**INPUT**

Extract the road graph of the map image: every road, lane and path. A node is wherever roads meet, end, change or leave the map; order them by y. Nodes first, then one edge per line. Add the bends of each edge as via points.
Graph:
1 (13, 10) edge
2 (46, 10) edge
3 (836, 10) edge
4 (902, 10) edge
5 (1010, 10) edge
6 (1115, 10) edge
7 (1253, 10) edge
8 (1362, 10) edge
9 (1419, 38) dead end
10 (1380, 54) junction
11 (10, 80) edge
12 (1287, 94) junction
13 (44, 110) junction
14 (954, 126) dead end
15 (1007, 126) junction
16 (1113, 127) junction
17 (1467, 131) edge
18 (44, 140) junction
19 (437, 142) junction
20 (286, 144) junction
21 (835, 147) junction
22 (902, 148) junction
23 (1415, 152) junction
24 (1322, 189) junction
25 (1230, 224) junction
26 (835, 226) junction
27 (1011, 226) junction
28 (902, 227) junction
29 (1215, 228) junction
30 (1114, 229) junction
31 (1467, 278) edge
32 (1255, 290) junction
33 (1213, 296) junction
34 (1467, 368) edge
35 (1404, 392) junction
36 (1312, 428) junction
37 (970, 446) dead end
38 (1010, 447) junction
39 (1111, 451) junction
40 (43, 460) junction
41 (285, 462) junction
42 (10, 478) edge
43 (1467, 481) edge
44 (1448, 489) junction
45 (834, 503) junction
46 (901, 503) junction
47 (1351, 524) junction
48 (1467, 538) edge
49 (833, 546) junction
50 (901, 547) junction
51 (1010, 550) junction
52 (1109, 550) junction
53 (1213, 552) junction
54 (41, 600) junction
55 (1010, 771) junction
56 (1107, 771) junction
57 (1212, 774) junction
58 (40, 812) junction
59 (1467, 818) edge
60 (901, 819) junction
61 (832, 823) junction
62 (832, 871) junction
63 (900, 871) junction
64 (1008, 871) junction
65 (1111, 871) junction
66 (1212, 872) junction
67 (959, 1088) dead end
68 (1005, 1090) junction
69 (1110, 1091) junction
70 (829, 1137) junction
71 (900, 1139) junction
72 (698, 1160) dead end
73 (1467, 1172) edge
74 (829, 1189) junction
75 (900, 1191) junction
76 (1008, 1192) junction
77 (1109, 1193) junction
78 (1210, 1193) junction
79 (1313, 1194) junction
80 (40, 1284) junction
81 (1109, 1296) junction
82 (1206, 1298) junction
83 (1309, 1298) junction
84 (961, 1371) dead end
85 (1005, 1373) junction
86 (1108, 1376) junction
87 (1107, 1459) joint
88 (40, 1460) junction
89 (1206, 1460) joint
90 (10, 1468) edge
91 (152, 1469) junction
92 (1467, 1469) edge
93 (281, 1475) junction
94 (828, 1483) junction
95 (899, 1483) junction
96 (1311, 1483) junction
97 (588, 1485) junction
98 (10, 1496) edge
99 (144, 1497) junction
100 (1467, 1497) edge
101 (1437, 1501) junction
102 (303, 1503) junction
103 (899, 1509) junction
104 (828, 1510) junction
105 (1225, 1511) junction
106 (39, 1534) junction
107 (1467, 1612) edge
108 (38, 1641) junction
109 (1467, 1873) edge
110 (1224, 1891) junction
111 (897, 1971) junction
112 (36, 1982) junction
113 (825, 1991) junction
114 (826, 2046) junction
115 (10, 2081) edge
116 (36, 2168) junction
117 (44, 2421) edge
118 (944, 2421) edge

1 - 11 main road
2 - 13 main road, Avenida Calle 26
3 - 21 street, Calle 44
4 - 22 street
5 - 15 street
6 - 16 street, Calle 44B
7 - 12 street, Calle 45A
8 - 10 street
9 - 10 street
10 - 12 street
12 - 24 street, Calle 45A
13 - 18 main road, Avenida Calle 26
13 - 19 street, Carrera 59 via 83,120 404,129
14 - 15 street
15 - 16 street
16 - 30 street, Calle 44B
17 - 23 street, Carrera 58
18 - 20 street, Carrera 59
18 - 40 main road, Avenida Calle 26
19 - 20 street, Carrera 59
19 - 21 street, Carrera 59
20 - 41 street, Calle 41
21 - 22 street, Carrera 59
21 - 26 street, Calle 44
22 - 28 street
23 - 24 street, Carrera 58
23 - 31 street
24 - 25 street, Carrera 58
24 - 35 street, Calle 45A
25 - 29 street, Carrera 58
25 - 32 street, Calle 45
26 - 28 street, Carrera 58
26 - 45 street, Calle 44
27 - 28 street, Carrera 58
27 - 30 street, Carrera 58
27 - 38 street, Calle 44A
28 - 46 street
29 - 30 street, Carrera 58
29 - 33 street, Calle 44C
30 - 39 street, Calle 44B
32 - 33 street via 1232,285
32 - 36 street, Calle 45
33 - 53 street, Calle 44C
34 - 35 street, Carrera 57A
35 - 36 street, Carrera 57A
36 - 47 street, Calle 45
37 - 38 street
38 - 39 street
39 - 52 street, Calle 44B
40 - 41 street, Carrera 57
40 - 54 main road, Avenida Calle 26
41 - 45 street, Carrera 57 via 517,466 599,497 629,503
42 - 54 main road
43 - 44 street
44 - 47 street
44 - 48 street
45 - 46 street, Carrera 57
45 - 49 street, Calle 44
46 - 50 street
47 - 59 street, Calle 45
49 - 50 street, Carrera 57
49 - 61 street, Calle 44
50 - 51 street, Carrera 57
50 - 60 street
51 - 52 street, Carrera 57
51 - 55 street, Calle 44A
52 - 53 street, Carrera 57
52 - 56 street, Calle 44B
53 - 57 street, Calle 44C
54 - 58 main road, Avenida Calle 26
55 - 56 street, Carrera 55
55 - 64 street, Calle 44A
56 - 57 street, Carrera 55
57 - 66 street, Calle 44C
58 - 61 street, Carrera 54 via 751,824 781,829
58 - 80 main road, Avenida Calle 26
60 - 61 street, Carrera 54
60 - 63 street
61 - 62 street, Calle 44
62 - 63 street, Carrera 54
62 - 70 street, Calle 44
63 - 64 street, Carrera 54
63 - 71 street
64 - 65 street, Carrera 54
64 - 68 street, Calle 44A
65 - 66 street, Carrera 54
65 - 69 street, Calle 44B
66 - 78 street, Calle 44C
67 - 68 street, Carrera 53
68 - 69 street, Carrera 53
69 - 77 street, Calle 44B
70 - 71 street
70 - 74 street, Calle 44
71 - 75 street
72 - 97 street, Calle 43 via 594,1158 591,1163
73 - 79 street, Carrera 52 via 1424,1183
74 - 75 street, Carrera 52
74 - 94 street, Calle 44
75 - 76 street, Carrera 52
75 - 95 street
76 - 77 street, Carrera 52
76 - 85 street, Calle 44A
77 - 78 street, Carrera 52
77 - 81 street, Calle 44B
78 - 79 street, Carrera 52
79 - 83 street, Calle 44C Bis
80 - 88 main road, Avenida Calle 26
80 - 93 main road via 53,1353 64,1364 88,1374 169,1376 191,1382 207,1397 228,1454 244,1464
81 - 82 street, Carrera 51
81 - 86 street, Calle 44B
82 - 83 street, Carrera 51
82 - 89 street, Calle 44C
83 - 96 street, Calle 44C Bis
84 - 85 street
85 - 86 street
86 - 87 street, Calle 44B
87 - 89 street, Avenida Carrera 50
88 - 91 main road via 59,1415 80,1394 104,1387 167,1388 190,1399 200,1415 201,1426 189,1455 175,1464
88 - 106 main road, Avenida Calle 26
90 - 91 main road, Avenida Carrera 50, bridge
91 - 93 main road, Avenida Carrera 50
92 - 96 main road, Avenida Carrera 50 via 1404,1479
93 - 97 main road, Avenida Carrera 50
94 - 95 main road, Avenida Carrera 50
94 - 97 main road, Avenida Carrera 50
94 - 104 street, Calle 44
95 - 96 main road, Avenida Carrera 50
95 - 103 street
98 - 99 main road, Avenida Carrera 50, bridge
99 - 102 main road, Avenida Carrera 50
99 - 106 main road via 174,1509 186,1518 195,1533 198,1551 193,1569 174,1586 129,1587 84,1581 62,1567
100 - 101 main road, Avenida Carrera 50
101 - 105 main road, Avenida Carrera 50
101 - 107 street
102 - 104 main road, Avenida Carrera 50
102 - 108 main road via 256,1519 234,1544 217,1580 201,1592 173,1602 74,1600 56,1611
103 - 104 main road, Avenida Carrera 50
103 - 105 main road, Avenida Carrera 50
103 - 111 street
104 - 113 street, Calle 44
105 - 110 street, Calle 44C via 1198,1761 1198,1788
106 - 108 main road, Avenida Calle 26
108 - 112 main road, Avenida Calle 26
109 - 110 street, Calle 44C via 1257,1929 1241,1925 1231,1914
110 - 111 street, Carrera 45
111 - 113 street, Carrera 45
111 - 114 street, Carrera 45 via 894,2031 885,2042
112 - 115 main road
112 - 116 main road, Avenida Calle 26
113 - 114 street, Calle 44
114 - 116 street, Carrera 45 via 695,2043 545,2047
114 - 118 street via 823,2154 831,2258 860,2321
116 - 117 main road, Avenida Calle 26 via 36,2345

**WORK REQUIRED**
Note every line in the material with "dead" and copy it.

**ANSWER BELOW**
9 (1419, 38) dead end
14 (954, 126) dead end
37 (970, 446) dead end
67 (959, 1088) dead end
72 (698, 1160) dead end
84 (961, 1371) dead end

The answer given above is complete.